A Mixed Quarter For Schlumberger

Schlumberger (SLB) delivered solid Q4 results Friday. The company beat on revenue and eps. The stock ended up slightly on the news, in line with broader markets. Below is my takeaway on the quarter.

North America Was Not As Strong As Expected

North America land drilling has been the white hot sector of the oil services industry. For the week ended January 12, 2018, the U.S. rig count was up over 40% Y/Y and up by 15 versus the previous week. However, the rig count was practically flat compared to 939 at the end of Q2. Schlumberger's total revenue was up 3% sequentially; however North America was only up by 8%. That pales in comparison to Q3 18% growth from North America.

Management touted the additional fleet redeployments at OneStim and increased product sales from Cameron's Surface and Drilling Systems. With oil prices hovering near $70 I expected double-digit revenue growth from the region. If oil prices stagnate or the rig count plateaus Q4 might be as good as it gets for North America.

Revenue from Latin America was stalwart this quarter, up 9% Y/Y. Drilling activity in Argentina and Columbia was robust. Higher project volume from Schlumberger's OneSubsea also contributed to the increase. OneSubsea provides equipment for the subsea oil and gas market. Oil prices at or above $70 could awaken the subsea market and make Schlumberger's acquisition of Cameron pay off in spades. It could also potentially provide the next catalyst for the company and help differentiate itself from land drilling competitors.

EBITDA Margins Faltered

Prior to the sharp oil price decline in the second half of 2014 Schlumberger had EBITDA margins in the 29%-30% range. Margins diverged to the downside after oil prices fell; it also acquired Cameron, which had margins in 18%-20% range, in Q3 2015. Margins have been in the mid-to-low 20% range since Q2 2016, and fell to 20% this quarter. What gives me pause is that margins fell despite the sequential increase in revenue and continued head count reductions by management.

Cost of sales ticked up 2% sequentially, which implies Schlumberger could be working harder to achieve top line growth. The company could be offering some price concessions, particularly in North America, where the rig count appears to have plateaued. Schlumberger also exited the seismic acquisition business which was beset by generic technology:

It has also become clear to us that our customers are unwilling to pay a premium for our differentiated seismic measurement and surveys, and they clearly believe that generic technology and performance is sufficient. In general, this approach commoditize the seismic data acquisition business and creates a very low technical barrier to entry for smaller players, who steadily adds vessels and keep the market in a chronic state of overcapacity.

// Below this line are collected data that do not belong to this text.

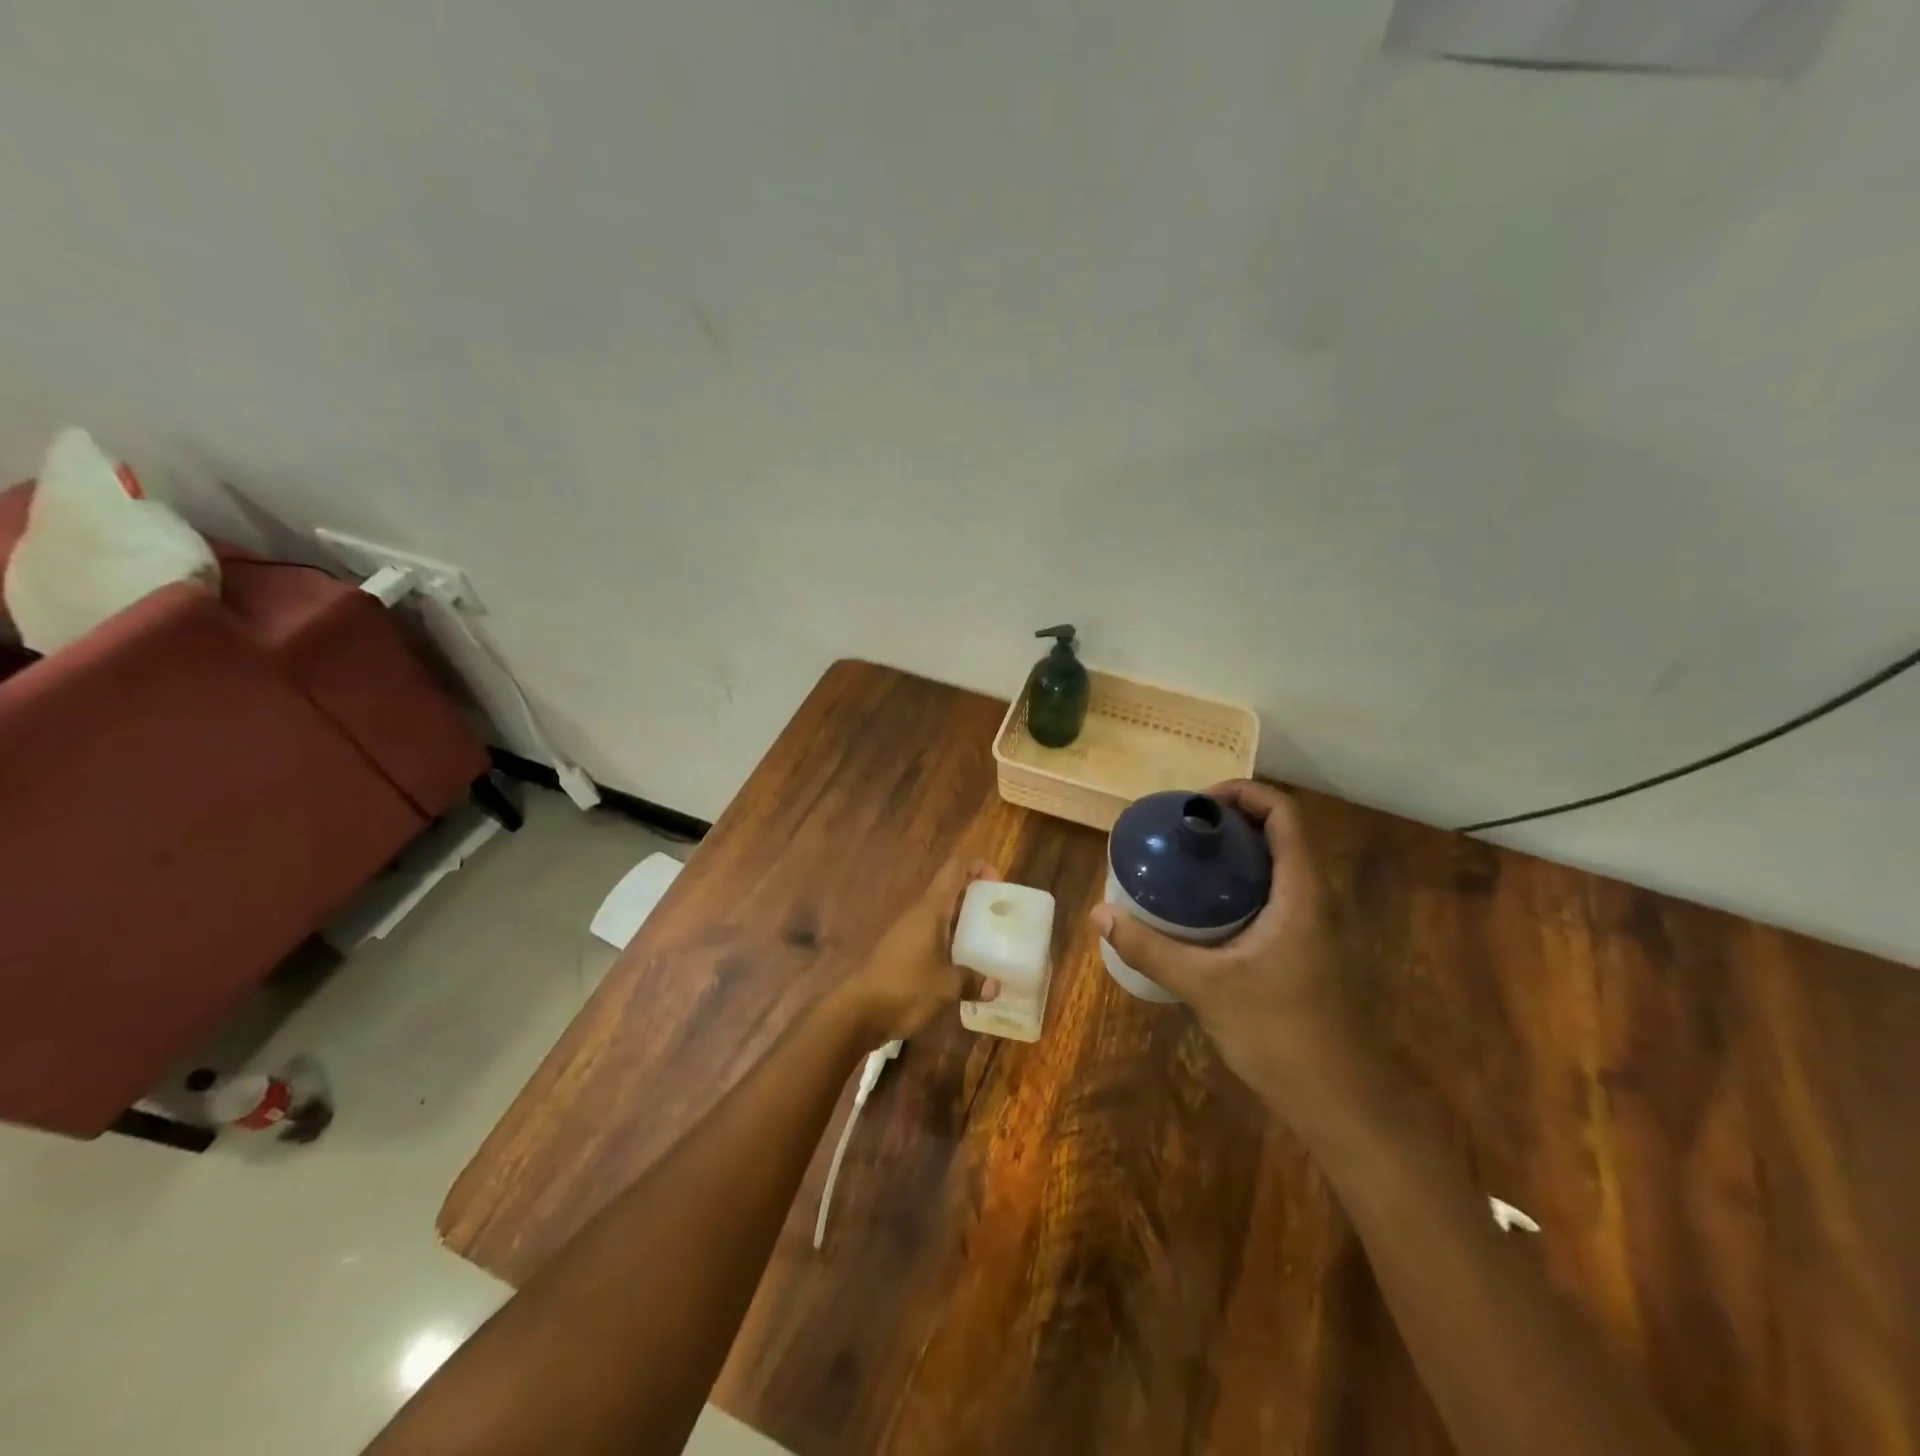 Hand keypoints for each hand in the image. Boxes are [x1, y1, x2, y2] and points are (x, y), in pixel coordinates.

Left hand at [842, 857, 1001, 1041]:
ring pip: (943, 917)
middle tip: (1003, 915)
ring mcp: (910, 933)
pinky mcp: (904, 953)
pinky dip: (953, 943)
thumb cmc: (905, 988)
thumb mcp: (947, 986)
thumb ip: (973, 981)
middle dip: (977, 898)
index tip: (999, 883)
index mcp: (931, 909)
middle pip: (951, 892)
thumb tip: (996, 986)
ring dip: (966, 923)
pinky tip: (968, 965)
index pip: (954, 869)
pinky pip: (935, 937)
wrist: (859, 1012)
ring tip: (992, 940)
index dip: (977, 866)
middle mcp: (920, 914)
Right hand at [1089, 781, 1360, 1095]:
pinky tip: (1206, 911)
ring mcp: (1316, 926)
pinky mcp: (1308, 950)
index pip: (1284, 814)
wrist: (1342, 1102)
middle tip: (1182, 829)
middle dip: (1233, 820)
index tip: (1196, 804)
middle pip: (1281, 834)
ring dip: (1239, 853)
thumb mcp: (1205, 986)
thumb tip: (1099, 913)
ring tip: (1187, 860)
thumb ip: (1150, 948)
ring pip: (1279, 866)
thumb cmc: (1281, 1033)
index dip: (1244, 793)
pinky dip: (1242, 885)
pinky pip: (1276, 896)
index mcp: (1302, 892)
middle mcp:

We are therefore reached the conclusion that the seismic acquisition business cannot provide the full-cycle returns we require in terms of operating margins, free cash flow generation and return on capital employed nor can it compete for our internal allocation of R&E funding for capital investments.

This exit could potentially lead to higher margins going forward without a substantial loss in revenue.

$3 Billion In Write-Offs Did Not go Unnoticed

Schlumberger had over $3 billion in write-offs during the quarter, which did not go unnoticed. About $1.4 billion was related to the write-off of the seismic acquisition business. Another $938 million was related to write-down of investments in Venezuela. Management said it would continue to maintain a presence in Venezuela. However, the asset write-off likely reflects the deep economic problems facing the country, which could metastasize to the rest of Latin America. With Weatherford (WFT), Schlumberger, Halliburton (HAL) and Baker Hughes, a GE Company (BHGE) in hot pursuit, Latin America could become the next major battleground for new business.